What you need to do: Print all of the records below again without a single difference.

[Stored data]

============

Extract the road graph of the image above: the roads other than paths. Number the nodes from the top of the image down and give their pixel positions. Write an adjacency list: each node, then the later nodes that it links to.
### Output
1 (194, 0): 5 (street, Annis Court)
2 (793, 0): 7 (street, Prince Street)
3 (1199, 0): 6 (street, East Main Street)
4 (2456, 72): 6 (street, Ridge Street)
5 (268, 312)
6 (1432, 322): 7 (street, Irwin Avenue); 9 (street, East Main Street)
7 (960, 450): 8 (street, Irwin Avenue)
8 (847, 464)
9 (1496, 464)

============

Exercise result:
Extract the road graph of the image above: the roads other than paths. Number the nodes from the top of the image down and give their pixel positions. Write an adjacency list: each node, then the later nodes that it links to.
### Output
1 (194, 0): 5 (street, Annis Court)
2 (793, 0): 7 (street, Prince Street)
3 (1199, 0): 6 (street, East Main Street)
4 (2456, 72): 6 (street, Ridge Street)
5 (268, 312)
6 (1432, 322): 7 (street, Irwin Avenue); 9 (street, East Main Street)
7 (960, 450): 8 (street, Irwin Avenue)
8 (847, 464)
9 (1496, 464)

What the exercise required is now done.